■ ACTIVITY
Return every line from the records below in which the word "Left" is found.

Segment Open

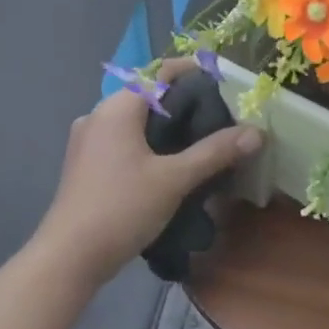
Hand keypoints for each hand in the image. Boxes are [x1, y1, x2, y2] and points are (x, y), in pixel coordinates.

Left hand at [35, 59, 261, 284]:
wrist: (71, 256)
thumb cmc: (122, 208)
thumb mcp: (175, 179)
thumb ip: (216, 152)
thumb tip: (257, 132)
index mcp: (116, 108)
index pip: (159, 72)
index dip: (193, 71)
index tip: (226, 82)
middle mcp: (98, 116)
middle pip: (148, 96)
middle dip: (185, 104)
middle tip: (223, 117)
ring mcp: (88, 142)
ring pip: (136, 122)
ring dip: (168, 127)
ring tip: (204, 142)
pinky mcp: (87, 166)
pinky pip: (125, 142)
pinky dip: (151, 145)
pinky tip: (172, 165)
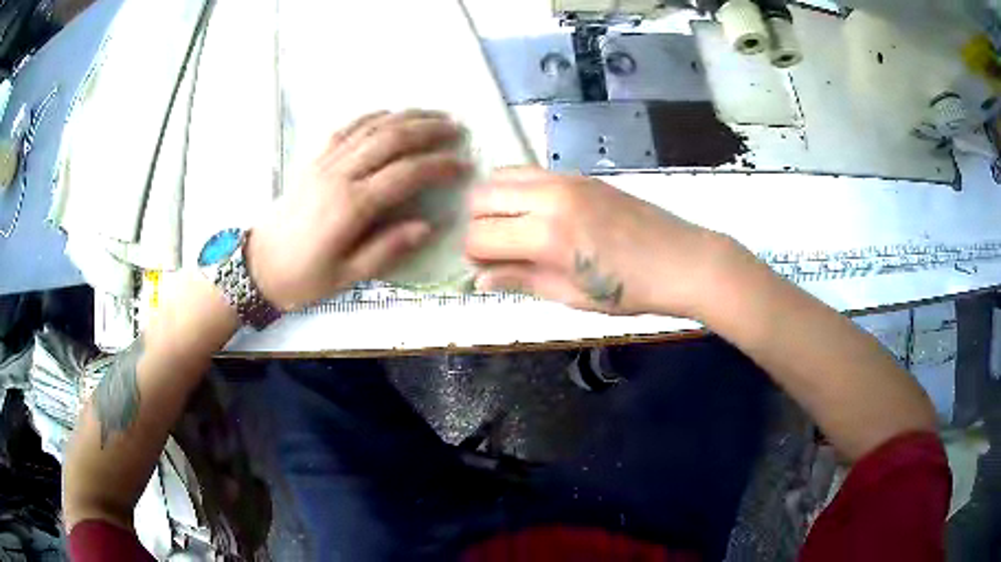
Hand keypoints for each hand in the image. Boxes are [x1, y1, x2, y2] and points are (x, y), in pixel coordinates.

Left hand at [248, 110, 467, 309]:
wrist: (257, 266)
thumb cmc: (302, 277)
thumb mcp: (347, 277)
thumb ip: (388, 250)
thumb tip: (428, 226)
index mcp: (351, 207)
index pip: (405, 174)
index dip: (438, 166)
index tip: (463, 166)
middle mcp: (339, 175)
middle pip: (391, 139)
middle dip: (429, 130)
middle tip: (457, 128)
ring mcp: (324, 162)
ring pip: (371, 127)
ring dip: (406, 117)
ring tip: (433, 114)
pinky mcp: (313, 159)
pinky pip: (346, 128)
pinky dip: (371, 117)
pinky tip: (389, 113)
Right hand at [466, 167, 736, 316]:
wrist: (683, 260)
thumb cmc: (632, 290)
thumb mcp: (573, 296)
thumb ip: (522, 280)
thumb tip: (479, 278)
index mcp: (548, 235)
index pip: (480, 236)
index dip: (474, 256)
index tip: (486, 270)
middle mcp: (550, 197)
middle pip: (482, 196)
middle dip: (478, 224)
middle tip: (496, 249)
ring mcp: (566, 179)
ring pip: (502, 176)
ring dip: (495, 202)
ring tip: (513, 229)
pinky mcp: (580, 175)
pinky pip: (531, 172)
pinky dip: (518, 190)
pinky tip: (537, 215)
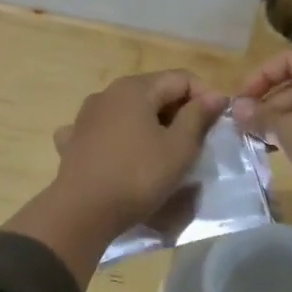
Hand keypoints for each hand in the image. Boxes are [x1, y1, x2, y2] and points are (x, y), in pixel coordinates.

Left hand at [7, 71, 228, 284]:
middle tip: (197, 141)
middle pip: (154, 92)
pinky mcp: (73, 141)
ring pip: (128, 112)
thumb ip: (198, 117)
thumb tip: (215, 95)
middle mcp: (107, 93)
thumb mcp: (179, 148)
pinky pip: (104, 131)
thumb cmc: (138, 176)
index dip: (205, 96)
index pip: (181, 78)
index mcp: (135, 88)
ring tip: (165, 152)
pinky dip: (120, 139)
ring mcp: (85, 116)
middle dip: (178, 112)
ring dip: (150, 125)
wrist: (82, 212)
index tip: (218, 124)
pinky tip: (123, 155)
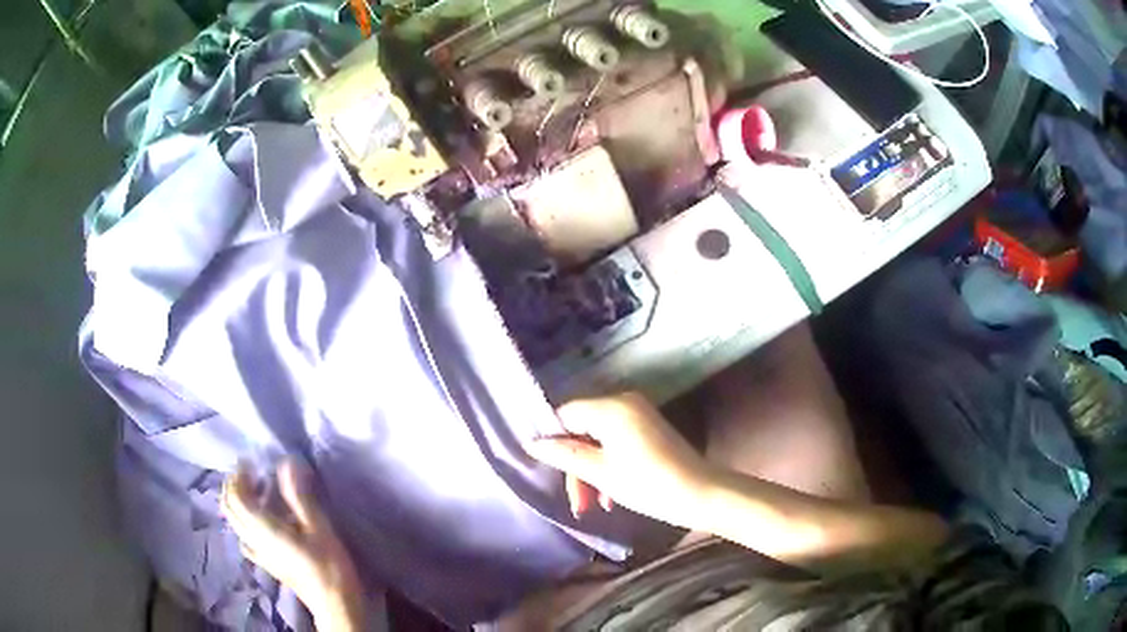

Segment Closed

■ SOLUTION TO THE EXERCISE
Left hand at [35, 59, 261, 284]:
Left hand at [248, 110, 467, 309]:
Left hand at [7, 71, 228, 284]:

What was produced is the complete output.